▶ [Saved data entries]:
^^^^^^^^

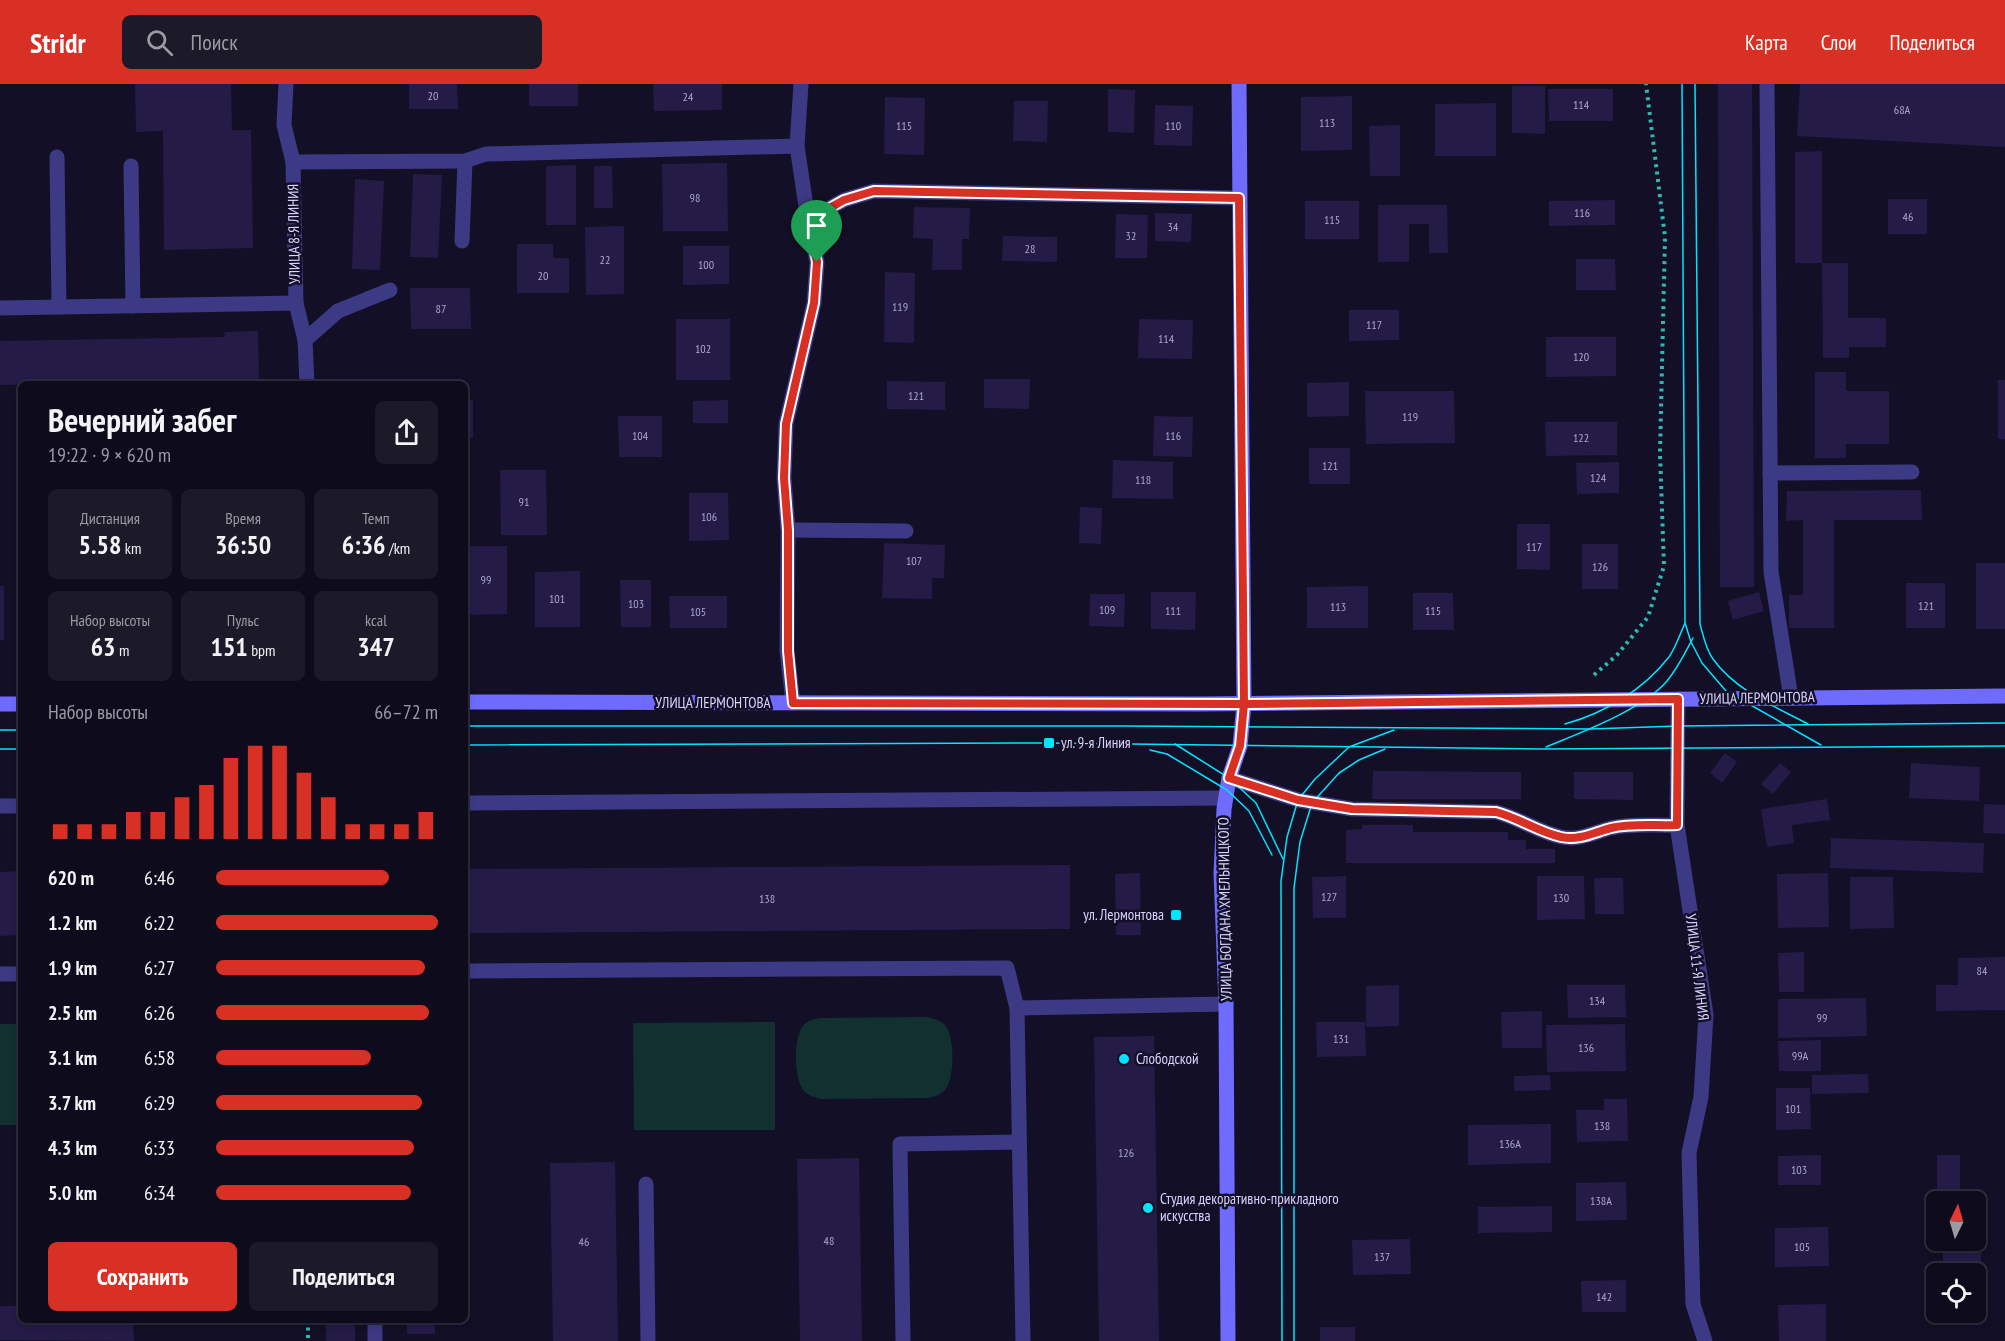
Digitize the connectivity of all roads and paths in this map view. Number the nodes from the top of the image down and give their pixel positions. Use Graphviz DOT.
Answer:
graph roads {
  1 [pos="286,84"];
  2 [pos="801,84"];
  3 [pos="1239,84"];
  4 [pos="1646,84"];
  5 [pos="1767,84"];
  6 [pos="797,146"];
  7 [pos="57,157"];
  8 [pos="465,161"];
  9 [pos="293,162"];
  10 [pos="131,166"];
  11 [pos="1239,198"];
  12 [pos="808,220"];
  13 [pos="462,241"];
  14 [pos="390,290"];
  15 [pos="296,303"];
  16 [pos="133,306"];
  17 [pos="59,307"];
  18 [pos="0,308"];
  19 [pos="305,340"];
  20 [pos="307,381"];
  21 [pos="1912,472"];
  22 [pos="1770,473"];
  23 [pos="788,530"];
  24 [pos="906,531"];
  25 [pos="2005,696"];
  26 [pos="1791,698"];
  27 [pos="1678,699"];
  28 [pos="1564,701"];
  29 [pos="468,702"];
  30 [pos="793,703"];
  31 [pos="0,704"];
  32 [pos="18,704"];
  33 [pos="1244,704"];
  34 [pos="1229,778"];
  35 [pos="1226,798"];
  36 [pos="468,803"];
  37 [pos="0,806"];
  38 [pos="18,806"];
  39 [pos="1677,825"];
  40 [pos="468,971"];
  41 [pos="0,974"];
  42 [pos="18,974"];
  43 [pos="1226,1004"];
  44 [pos="1017,1008"];
  45 [pos="1020,1142"];
  46 [pos="646,1184"];
  47 [pos="308,1323"];
  48 [pos="375,1323"];
  49 [pos="309,1341"];
  50 [pos="375,1341"];
  51 [pos="648,1341"];
  52 [pos="903,1341"];
  53 [pos="1023,1341"];
  54 [pos="1228,1341"];
  55 [pos="1706,1341"];
  1 -- 9 [label="street, УЛИЦА 8-Я ЛИНИЯ"];
  2 -- 6 [label="street"];
  3 -- 11 [label="main road, УЛИЦА БОГДАНА ХМЕЛЬНИЦКОГО"];
  4 -- 28 [label="path"];
  5 -- 22 [label="street"];
  6 -- 8 [label="street"];
  6 -- 12 [label="street"];
  7 -- 17 [label="street"];
  8 -- 9 [label="street"];
  8 -- 13 [label="street"];
  9 -- 15 [label="street, УЛИЦА 8-Я ЛИНИЯ"];
  10 -- 16 [label="street"];
  11 -- 12 [label="street"];
  11 -- 33 [label="main road, УЛИЦА БОГДАНА ХМЕЛЬНИЦКОГО"];
  12 -- 23 [label="street"];
  14 -- 19 [label="street"];
  15 -- 16 [label="street"];
  15 -- 19 [label="street, УЛИЦА 8-Я ЛИНИЯ"];
  16 -- 17 [label="street"];
  17 -- 18 [label="street"];
  19 -- 20 [label="street, УЛИЦА 8-Я ЛИНИЯ"];
  21 -- 22 [label="street"];
  22 -- 26 [label="street"];
  23 -- 24 [label="street"];
  23 -- 30 [label="street"];
  25 -- 26 [label="main road, УЛИЦА ЛЕРМОНТОВА"];
  26 -- 27 [label="main road, УЛИЦА ЛЕРМОНТОВА"];
  27 -- 28 [label="main road, УЛИЦА ЛЕРМОНТОВА"];
  27 -- 39 [label="street, УЛИЦА 11-Я ЛИНИЯ"];
  28 -- 33 [label="main road, УЛИЦА ЛЕРМОНТОВА"];
  29 -- 30 [label="main road, УЛИЦА ЛЕРМОНТОВА"];
  30 -- 33 [label="main road, УЛИЦА ЛЕРМОНТОВА"];
  31 -- 32 [label="main road"];
  33 -- 34 [label="main road, УЛИЦА БОГДАНА ХМЕЛЬНИЦКОГО"];
  34 -- 35 [label="main road, УЛИЦА БОГДАНА ХМЕЛЬНИЦКОГО"];
  34 -- 39 [label="street"];
  35 -- 36 [label="street"];
  35 -- 43 [label="main road, УЛИЦА БОГДАНА ХМЕЛЬНИЦКОГО"];
  37 -- 38 [label="street"];
  39 -- 55 [label="street, УЛИЦА 11-Я ЛИНИЯ"];
  40 -- 44 [label="street"];
  41 -- 42 [label="street"];
  43 -- 44 [label="street"];
  43 -- 54 [label="main road, УЛИЦА БОГДАНА ХМЕЛЬНИЦКОГО"];
  44 -- 45 [label="street"];
  45 -- 52 [label="street"];
  45 -- 53 [label="street"];
  46 -- 51 [label="street"];
  47 -- 49 [label="path"];
  48 -- 50 [label="street"];
}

^^^^^^^^

▶ [YOUR TASK]:
If a line of the data above contains "roads", copy it out.

▶ [WRITTEN SOLUTION]:
Digitize the connectivity of all roads and paths in this map view. Number the nodes from the top of the image down and give their pixel positions. Use Graphviz DOT.
graph roads {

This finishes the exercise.